=== What is expected ===
Scanning the entries below, copy every line that contains the word "down".

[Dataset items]

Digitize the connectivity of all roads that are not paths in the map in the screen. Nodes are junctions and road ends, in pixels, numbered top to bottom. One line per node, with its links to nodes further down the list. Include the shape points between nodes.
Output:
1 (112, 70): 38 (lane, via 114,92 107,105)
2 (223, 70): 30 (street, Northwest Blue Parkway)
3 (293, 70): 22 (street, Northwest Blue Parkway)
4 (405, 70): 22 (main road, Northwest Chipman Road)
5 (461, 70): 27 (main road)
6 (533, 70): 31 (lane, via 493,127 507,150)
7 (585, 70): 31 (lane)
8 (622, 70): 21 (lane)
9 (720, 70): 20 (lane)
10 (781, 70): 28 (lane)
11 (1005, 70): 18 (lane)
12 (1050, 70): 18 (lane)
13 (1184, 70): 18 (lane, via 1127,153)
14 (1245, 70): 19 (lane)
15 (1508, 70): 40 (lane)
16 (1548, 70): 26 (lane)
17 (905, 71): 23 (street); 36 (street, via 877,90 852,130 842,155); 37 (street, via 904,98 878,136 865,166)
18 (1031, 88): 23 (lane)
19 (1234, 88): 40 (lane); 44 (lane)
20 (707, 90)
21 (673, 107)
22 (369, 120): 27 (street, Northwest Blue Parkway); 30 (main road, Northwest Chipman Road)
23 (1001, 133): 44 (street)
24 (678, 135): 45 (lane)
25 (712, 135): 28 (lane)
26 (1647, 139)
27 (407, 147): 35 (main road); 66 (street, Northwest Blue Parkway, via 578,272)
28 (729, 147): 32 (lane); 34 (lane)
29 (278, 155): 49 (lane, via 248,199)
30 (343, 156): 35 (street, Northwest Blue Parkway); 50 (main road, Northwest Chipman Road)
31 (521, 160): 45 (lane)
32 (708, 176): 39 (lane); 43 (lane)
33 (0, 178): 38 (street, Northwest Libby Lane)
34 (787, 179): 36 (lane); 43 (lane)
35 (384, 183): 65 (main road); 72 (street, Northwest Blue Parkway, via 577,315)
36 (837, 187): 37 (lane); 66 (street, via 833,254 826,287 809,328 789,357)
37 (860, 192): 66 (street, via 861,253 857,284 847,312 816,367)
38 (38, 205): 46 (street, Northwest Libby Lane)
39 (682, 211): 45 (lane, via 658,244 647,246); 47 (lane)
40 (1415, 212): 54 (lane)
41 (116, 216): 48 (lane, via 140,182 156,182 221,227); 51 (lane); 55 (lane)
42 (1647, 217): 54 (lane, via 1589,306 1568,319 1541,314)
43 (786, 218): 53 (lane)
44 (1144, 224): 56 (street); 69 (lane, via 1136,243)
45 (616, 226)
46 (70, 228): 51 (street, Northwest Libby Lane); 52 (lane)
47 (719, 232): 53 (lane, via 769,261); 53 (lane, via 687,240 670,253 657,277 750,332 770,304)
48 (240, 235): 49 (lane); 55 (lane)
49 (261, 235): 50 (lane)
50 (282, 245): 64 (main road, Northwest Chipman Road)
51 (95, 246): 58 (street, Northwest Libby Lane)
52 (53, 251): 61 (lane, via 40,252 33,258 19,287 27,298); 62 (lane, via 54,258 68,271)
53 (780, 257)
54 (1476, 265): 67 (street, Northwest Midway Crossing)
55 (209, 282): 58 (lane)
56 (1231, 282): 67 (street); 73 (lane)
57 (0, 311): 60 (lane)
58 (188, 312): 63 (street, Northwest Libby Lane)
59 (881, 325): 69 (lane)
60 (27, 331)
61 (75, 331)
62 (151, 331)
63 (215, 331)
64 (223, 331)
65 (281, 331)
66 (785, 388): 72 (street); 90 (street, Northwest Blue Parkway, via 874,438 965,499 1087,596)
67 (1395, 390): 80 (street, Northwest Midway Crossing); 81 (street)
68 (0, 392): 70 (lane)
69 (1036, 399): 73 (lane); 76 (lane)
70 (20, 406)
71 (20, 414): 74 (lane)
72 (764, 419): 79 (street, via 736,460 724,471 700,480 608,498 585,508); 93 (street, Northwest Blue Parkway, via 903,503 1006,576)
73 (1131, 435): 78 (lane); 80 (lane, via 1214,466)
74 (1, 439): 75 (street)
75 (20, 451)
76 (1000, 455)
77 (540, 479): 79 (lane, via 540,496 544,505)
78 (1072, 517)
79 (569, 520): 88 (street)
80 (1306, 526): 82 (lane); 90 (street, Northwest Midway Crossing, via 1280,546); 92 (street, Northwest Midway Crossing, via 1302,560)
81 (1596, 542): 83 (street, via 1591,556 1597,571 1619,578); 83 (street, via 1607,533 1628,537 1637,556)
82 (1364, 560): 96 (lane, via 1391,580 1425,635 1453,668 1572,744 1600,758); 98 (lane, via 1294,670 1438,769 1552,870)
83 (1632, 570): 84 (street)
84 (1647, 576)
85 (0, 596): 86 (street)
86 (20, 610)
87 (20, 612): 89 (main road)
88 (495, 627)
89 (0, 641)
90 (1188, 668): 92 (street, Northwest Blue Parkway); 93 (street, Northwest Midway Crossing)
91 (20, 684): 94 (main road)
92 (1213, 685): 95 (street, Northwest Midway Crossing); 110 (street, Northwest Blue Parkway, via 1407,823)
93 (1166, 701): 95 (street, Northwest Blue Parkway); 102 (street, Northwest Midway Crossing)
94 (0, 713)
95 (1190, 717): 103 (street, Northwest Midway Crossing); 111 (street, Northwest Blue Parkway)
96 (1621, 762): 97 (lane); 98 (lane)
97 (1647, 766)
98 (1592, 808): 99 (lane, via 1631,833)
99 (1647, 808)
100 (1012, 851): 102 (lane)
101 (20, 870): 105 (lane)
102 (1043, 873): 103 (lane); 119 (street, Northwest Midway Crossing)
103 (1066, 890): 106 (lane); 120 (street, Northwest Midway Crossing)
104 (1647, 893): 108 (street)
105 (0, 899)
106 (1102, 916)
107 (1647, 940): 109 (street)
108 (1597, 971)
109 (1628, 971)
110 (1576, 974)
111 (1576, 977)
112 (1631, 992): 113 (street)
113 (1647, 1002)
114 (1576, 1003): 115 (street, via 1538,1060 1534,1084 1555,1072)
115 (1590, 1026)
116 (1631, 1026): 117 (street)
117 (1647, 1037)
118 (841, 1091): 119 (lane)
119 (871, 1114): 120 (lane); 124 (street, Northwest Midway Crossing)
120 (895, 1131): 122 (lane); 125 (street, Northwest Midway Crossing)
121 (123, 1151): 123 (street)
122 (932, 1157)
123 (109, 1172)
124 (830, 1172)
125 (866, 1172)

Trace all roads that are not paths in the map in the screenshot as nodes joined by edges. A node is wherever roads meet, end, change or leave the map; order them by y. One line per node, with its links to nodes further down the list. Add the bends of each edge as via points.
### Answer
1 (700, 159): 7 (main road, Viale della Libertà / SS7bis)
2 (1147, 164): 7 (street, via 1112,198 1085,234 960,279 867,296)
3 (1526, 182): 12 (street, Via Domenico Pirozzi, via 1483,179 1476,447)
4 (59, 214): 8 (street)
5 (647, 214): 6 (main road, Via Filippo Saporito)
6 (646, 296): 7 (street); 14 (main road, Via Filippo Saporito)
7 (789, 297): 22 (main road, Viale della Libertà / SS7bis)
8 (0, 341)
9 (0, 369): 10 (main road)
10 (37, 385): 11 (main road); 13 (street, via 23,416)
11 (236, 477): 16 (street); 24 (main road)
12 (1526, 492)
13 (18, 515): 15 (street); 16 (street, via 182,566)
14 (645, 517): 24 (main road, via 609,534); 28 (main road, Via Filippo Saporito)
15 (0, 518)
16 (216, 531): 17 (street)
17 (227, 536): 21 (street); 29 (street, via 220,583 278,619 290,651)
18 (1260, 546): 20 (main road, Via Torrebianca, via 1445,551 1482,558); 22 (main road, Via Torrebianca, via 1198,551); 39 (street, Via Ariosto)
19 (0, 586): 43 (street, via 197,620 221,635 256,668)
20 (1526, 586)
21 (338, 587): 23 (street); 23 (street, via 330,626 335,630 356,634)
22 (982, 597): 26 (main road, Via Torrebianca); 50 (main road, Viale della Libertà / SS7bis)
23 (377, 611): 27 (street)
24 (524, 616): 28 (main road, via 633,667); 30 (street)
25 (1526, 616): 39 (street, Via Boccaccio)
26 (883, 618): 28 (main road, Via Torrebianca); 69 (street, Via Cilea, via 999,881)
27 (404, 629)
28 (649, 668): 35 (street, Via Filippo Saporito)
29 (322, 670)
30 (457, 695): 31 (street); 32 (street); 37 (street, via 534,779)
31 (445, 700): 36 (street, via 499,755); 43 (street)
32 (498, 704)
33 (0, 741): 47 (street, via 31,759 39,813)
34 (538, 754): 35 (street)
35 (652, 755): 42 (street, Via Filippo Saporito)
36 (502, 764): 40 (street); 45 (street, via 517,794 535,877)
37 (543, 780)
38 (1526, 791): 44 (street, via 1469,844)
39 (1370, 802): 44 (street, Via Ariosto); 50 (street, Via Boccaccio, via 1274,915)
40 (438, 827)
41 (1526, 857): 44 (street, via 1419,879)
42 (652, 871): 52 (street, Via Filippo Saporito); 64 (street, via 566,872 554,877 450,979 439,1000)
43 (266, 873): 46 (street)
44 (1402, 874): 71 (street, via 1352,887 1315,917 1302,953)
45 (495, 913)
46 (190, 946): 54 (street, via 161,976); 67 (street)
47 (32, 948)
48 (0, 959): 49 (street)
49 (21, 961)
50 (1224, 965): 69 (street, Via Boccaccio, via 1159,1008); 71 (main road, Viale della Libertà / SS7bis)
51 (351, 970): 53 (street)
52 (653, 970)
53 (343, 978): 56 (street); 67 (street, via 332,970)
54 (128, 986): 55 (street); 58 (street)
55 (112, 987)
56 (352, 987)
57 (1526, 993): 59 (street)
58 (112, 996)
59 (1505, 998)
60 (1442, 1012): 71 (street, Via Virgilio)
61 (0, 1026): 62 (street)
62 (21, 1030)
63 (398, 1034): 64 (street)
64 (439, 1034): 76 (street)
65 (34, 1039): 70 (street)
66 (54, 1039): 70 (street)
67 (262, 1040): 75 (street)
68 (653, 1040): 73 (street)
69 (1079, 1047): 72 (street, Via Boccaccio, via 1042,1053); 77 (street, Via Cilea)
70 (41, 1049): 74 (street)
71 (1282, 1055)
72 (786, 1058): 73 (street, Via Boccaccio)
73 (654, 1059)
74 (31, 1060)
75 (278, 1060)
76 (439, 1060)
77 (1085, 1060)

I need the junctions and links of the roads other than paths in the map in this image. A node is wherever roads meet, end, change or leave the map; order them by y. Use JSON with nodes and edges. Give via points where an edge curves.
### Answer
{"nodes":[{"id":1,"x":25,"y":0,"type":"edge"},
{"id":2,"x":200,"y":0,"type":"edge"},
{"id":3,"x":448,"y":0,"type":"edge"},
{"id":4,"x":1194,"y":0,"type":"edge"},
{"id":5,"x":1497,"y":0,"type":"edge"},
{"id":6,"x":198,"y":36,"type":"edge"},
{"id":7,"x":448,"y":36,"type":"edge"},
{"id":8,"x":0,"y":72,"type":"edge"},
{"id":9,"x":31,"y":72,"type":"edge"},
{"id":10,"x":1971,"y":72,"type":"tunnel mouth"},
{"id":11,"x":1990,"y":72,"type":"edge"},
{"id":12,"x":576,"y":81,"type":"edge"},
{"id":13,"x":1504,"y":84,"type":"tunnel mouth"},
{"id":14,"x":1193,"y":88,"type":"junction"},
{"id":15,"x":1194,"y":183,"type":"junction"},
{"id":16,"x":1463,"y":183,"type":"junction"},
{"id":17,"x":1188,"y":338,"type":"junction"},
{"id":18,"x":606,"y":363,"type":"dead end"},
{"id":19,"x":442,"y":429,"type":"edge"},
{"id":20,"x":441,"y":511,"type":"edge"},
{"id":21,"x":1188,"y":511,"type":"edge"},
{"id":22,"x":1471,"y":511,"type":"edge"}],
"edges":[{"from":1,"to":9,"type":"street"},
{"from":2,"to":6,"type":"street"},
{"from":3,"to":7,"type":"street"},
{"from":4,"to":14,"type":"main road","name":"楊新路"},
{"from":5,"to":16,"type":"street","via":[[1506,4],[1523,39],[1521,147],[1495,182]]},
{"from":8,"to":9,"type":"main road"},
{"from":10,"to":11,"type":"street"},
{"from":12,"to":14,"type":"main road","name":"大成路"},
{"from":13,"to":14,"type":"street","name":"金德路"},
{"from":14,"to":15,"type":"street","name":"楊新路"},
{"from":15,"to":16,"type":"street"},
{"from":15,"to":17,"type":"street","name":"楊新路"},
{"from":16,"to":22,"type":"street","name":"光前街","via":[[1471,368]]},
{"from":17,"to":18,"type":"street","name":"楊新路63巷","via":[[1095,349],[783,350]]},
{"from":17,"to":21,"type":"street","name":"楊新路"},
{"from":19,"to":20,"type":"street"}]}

=== Your response ===
Digitize the connectivity of all roads that are not paths in the map in the screen. Nodes are junctions and road ends, in pixels, numbered top to bottom. One line per node, with its links to nodes further down the list. Include the shape points between nodes.
Trace all roads that are not paths in the map in the screenshot as nodes joined by edges. A node is wherever roads meet, end, change or leave the map; order them by y. One line per node, with its links to nodes further down the list. Add the bends of each edge as via points.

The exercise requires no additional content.